» RECORDS FOR PROCESSING:
┌────────
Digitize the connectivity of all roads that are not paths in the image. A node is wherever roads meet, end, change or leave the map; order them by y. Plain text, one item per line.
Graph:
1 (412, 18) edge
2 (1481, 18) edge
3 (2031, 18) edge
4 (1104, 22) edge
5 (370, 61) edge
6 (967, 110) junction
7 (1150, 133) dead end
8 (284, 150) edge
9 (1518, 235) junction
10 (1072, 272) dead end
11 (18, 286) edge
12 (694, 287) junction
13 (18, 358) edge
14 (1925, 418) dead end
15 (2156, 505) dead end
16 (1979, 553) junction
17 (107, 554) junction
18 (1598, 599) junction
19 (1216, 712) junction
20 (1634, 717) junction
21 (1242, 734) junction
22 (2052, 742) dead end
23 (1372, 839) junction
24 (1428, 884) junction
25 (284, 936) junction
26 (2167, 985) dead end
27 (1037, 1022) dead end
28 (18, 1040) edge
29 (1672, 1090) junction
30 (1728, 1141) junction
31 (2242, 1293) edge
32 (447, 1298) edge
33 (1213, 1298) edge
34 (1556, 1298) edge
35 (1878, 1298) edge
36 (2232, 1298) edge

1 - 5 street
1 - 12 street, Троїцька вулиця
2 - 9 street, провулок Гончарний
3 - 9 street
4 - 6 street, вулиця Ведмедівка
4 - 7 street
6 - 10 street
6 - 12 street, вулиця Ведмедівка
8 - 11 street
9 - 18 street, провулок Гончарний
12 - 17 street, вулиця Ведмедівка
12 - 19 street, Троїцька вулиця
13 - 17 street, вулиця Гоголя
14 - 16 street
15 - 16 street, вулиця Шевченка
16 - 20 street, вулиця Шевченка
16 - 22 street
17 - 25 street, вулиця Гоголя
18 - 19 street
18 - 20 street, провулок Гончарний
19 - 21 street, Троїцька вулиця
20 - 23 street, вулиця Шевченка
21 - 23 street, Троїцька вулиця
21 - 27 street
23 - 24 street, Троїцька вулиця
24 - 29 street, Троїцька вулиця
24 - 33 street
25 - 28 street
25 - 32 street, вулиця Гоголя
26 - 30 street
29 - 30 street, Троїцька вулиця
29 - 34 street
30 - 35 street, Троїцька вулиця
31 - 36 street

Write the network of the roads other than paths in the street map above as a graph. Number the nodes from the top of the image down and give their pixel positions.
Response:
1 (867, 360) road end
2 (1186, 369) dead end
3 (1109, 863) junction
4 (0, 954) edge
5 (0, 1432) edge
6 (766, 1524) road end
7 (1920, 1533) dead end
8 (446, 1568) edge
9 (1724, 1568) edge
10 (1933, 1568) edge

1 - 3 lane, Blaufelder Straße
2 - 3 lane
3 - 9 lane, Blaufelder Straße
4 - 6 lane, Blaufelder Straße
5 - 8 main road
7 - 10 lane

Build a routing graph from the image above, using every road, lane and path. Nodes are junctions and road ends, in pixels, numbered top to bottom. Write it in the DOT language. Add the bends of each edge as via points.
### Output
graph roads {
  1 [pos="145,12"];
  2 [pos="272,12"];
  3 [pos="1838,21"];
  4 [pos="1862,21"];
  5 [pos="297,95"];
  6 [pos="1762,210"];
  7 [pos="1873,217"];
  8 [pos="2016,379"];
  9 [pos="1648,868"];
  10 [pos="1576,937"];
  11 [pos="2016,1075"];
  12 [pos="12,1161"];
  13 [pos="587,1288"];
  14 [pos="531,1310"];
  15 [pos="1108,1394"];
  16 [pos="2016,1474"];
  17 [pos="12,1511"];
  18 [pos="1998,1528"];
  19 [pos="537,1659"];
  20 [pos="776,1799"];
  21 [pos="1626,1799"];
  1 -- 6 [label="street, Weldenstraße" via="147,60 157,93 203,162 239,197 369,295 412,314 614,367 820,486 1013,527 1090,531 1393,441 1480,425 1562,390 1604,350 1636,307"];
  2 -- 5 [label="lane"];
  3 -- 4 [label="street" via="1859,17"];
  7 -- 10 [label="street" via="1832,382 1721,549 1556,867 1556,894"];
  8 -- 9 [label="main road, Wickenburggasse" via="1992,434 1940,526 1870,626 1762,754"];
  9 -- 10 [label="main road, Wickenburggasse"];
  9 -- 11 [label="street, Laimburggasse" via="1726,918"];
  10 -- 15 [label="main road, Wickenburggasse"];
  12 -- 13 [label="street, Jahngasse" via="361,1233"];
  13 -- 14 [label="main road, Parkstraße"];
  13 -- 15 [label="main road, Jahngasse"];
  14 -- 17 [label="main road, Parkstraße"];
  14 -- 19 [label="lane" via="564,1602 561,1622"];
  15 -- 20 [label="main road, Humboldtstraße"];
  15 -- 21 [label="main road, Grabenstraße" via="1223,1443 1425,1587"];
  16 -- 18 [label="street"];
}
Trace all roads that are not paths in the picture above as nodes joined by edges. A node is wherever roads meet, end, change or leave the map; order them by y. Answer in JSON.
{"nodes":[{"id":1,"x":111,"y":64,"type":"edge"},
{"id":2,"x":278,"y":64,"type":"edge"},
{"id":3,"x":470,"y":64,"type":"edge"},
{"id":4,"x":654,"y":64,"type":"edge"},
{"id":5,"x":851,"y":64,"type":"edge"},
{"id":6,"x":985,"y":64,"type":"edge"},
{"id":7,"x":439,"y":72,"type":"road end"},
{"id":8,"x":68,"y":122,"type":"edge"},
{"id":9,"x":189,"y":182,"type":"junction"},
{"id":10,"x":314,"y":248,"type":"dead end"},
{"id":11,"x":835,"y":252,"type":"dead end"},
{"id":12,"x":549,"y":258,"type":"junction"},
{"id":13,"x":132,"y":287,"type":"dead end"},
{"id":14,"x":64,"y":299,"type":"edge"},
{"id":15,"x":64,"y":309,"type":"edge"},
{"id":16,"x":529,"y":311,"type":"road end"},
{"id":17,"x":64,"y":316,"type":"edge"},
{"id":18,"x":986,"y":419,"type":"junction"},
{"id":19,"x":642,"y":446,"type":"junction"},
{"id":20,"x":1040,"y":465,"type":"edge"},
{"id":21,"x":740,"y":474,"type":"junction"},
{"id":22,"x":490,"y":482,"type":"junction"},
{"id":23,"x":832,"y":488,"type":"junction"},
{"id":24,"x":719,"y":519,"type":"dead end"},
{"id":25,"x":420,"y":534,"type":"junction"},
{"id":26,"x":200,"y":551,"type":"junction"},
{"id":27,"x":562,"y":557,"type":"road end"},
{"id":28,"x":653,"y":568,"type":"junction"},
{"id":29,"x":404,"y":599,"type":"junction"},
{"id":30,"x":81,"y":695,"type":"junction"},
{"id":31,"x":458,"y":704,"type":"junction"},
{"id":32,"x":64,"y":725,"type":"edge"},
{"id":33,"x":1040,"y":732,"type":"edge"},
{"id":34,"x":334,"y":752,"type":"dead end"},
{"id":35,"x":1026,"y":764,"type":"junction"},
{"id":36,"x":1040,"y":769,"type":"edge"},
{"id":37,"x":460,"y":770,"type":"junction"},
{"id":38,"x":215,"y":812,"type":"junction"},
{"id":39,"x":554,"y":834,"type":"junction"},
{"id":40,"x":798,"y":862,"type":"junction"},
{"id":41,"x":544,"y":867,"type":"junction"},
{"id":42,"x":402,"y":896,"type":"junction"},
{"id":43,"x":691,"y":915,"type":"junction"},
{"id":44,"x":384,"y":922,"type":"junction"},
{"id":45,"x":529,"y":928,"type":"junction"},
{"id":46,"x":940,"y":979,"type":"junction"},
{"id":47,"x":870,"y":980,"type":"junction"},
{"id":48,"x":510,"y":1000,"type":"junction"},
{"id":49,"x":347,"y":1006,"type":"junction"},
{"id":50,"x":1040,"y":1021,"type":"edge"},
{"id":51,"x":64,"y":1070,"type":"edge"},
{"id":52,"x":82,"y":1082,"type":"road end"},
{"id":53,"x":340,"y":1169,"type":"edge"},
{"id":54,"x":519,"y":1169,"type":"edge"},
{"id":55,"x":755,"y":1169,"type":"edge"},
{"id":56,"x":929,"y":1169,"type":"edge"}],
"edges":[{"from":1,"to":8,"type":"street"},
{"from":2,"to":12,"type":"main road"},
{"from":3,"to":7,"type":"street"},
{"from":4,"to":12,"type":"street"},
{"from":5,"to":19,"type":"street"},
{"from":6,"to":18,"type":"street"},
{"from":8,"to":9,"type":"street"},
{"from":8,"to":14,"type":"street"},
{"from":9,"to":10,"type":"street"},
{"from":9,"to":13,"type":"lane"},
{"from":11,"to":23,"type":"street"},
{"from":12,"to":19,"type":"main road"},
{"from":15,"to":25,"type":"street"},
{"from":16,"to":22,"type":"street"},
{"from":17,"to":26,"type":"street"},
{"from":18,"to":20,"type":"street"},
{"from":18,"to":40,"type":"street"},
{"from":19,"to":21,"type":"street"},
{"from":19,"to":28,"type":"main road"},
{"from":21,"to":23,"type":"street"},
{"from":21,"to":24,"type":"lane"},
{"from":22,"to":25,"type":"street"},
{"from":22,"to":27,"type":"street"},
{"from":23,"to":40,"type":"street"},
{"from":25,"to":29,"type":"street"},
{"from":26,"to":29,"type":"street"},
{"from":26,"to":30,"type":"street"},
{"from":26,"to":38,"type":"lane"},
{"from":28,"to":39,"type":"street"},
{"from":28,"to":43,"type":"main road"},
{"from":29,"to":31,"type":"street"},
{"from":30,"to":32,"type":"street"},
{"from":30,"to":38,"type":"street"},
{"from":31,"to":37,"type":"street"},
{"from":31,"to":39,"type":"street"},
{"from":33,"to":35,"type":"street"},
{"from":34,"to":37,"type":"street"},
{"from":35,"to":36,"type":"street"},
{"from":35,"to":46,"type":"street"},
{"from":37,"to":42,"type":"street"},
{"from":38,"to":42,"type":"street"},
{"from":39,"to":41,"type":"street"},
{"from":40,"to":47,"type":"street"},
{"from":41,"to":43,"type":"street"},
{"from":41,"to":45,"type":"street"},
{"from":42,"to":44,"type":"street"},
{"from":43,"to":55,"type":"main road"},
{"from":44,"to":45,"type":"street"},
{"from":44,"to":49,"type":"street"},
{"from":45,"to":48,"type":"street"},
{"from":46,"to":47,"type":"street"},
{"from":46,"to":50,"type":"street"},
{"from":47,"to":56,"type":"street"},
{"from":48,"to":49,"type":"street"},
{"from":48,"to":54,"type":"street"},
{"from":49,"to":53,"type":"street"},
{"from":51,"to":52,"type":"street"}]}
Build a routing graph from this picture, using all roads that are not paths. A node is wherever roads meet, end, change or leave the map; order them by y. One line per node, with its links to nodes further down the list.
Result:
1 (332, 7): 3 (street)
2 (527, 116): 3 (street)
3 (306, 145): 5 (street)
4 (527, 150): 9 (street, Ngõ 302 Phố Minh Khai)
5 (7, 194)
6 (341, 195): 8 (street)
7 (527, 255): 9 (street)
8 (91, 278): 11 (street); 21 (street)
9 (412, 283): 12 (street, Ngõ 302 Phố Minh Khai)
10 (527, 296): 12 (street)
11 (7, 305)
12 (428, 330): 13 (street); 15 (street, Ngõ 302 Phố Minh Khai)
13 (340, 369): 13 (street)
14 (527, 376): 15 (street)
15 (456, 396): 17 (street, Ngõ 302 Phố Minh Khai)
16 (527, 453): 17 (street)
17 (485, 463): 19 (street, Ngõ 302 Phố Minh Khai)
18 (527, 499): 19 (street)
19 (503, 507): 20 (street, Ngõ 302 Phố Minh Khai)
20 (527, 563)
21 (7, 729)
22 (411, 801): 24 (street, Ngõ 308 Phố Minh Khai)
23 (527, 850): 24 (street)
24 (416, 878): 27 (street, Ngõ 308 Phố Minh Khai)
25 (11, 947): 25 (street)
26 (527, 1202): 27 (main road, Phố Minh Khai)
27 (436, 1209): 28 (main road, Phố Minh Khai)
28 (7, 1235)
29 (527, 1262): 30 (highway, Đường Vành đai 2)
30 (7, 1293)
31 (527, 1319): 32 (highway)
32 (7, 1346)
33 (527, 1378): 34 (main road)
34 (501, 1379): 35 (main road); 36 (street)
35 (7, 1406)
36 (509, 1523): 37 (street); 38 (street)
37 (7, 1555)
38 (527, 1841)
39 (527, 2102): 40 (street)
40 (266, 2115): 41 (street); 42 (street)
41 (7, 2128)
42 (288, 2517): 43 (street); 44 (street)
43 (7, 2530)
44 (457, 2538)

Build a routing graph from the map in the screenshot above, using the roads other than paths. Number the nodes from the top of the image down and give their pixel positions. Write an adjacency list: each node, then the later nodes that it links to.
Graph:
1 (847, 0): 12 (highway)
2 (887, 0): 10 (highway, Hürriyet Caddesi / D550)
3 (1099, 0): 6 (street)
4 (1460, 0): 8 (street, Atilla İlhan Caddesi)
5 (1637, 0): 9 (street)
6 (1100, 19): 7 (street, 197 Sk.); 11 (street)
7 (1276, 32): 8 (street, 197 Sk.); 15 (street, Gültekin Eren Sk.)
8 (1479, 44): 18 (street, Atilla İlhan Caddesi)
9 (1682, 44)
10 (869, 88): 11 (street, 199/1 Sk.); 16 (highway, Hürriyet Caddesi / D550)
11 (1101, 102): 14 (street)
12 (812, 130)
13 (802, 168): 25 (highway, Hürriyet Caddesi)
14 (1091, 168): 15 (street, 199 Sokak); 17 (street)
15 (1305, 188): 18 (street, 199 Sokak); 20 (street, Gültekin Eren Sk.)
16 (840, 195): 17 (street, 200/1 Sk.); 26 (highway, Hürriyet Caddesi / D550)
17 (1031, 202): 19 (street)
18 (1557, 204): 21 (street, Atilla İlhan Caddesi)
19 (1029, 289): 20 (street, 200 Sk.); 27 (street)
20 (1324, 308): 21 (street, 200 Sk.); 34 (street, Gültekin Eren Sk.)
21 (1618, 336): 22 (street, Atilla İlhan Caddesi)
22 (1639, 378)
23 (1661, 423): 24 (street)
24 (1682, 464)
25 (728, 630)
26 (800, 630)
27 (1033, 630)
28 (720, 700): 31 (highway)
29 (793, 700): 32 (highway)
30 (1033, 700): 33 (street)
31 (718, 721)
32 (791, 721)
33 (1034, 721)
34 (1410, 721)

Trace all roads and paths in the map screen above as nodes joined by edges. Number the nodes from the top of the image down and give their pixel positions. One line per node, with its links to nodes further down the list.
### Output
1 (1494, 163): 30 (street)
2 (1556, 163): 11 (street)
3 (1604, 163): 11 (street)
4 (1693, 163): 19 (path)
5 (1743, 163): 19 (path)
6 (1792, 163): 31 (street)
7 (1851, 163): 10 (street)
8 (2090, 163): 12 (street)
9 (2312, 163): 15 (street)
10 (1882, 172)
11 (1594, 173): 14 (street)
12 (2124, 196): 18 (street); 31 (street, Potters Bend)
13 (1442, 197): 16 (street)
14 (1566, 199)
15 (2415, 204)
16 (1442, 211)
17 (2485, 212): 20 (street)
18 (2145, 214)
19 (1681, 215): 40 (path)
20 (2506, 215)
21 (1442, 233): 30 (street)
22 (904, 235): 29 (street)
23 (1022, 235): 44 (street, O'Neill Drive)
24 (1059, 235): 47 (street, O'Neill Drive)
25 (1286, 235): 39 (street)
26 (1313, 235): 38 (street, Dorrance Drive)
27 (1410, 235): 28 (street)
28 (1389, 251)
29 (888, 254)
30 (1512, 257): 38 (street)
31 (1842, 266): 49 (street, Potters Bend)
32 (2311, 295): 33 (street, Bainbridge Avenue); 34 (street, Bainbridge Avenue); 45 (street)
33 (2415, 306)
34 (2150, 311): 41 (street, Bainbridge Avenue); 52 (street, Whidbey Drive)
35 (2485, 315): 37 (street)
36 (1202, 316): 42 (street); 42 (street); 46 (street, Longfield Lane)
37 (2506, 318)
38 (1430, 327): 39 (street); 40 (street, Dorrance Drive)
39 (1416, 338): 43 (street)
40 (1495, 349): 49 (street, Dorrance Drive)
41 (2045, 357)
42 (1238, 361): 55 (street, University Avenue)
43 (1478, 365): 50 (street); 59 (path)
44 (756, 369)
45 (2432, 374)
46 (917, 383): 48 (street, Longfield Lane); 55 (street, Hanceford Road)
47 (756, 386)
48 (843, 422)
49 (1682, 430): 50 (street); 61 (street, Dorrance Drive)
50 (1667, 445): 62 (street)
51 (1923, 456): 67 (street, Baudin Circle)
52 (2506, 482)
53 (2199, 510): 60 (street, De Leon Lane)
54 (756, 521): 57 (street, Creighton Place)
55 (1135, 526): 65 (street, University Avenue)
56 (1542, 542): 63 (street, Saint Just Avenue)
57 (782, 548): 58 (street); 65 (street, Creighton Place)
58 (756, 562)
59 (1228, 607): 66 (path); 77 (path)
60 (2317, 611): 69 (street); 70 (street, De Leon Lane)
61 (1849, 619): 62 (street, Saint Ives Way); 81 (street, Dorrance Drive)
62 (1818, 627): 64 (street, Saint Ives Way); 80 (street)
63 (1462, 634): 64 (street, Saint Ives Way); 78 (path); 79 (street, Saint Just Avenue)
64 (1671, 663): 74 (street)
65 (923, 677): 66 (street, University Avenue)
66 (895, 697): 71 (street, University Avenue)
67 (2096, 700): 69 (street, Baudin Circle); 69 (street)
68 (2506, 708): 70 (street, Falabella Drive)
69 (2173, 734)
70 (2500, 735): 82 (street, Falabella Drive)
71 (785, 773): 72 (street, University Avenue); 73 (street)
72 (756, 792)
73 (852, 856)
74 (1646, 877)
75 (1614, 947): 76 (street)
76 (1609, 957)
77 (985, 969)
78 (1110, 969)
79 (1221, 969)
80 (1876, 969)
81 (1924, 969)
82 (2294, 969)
└────────
Using the listing above, show each line with the word "Saint" in it.

» TASK RESPONSE:
56 (1542, 542): 63 (street, Saint Just Avenue)
61 (1849, 619): 62 (street, Saint Ives Way); 81 (street, Dorrance Drive)
62 (1818, 627): 64 (street, Saint Ives Way); 80 (street)
63 (1462, 634): 64 (street, Saint Ives Way); 78 (path); 79 (street, Saint Just Avenue)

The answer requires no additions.